Report every line of the records below that contains the word "main".

(Stored data)
[Start of Attachment]

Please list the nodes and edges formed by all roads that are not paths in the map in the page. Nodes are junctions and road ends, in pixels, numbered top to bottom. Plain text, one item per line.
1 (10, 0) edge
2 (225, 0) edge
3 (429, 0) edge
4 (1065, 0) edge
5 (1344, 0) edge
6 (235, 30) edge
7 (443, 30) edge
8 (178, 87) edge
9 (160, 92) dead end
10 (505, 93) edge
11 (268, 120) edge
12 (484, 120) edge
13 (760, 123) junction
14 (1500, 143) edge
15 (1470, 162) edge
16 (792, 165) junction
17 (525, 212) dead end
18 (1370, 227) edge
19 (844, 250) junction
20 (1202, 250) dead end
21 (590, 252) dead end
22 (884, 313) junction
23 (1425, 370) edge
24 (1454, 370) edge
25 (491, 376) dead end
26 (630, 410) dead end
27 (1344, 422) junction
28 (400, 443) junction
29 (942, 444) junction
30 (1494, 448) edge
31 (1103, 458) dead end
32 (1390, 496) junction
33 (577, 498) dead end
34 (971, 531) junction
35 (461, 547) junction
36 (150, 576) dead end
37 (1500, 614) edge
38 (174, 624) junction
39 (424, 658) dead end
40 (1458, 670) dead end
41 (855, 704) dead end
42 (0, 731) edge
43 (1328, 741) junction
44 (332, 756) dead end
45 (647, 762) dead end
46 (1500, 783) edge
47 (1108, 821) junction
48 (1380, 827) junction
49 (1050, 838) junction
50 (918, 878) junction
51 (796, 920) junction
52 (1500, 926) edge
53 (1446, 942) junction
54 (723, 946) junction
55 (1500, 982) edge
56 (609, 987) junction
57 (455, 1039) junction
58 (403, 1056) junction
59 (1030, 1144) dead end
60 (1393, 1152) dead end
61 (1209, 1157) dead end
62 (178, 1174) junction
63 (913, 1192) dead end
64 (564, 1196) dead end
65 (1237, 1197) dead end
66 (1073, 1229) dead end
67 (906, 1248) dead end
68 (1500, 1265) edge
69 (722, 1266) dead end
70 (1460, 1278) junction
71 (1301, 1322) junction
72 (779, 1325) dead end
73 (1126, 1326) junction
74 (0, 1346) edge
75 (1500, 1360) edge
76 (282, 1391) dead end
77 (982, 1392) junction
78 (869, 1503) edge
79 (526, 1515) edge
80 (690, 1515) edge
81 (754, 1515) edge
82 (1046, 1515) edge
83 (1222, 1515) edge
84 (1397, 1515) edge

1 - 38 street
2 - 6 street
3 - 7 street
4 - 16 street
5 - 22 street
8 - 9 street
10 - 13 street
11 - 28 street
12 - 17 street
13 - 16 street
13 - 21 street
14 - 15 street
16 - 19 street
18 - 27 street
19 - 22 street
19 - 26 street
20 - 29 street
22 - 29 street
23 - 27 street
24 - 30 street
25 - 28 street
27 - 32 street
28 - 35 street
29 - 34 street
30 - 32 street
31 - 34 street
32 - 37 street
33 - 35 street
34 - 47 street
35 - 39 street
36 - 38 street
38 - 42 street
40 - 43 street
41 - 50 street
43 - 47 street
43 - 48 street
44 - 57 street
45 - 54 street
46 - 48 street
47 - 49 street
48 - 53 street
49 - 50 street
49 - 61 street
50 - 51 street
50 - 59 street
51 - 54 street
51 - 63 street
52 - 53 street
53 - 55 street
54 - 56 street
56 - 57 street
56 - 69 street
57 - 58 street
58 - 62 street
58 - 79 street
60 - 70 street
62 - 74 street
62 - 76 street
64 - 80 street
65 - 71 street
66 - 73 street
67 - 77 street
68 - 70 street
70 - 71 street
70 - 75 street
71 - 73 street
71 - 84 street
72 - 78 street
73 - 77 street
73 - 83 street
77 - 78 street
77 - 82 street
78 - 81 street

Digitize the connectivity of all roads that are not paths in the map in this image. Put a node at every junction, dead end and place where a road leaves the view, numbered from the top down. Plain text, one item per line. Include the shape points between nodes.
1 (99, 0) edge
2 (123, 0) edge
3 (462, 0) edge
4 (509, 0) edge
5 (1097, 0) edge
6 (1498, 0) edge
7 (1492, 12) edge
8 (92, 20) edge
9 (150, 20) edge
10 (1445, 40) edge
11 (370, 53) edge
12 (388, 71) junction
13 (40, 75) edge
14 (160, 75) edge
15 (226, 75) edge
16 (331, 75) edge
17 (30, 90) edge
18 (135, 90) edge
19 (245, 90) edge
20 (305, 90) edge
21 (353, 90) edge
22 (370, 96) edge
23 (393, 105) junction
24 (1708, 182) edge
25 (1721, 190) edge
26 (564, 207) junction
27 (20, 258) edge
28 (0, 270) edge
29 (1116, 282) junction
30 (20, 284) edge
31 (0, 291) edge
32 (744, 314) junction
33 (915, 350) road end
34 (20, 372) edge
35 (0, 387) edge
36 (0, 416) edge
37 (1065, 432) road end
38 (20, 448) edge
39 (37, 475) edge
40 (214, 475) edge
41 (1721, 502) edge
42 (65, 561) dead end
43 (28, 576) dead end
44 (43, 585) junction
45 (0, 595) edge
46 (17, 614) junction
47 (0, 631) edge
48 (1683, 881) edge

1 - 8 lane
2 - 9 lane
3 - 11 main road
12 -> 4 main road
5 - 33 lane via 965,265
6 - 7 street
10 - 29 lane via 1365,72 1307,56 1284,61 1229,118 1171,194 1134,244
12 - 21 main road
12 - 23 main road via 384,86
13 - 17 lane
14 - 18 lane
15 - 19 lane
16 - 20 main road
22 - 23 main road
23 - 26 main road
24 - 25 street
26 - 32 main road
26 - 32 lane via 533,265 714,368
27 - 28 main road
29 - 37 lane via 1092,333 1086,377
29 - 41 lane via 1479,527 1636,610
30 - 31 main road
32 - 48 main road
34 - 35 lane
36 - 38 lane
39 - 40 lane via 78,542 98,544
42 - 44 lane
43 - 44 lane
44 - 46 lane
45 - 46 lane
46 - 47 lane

[End of Attachment]

# Output for this task
3 - 11 main road
12 -> 4 main road
12 - 21 main road
12 - 23 main road via 384,86
16 - 20 main road
22 - 23 main road
23 - 26 main road
26 - 32 main road
27 - 28 main road
30 - 31 main road
32 - 48 main road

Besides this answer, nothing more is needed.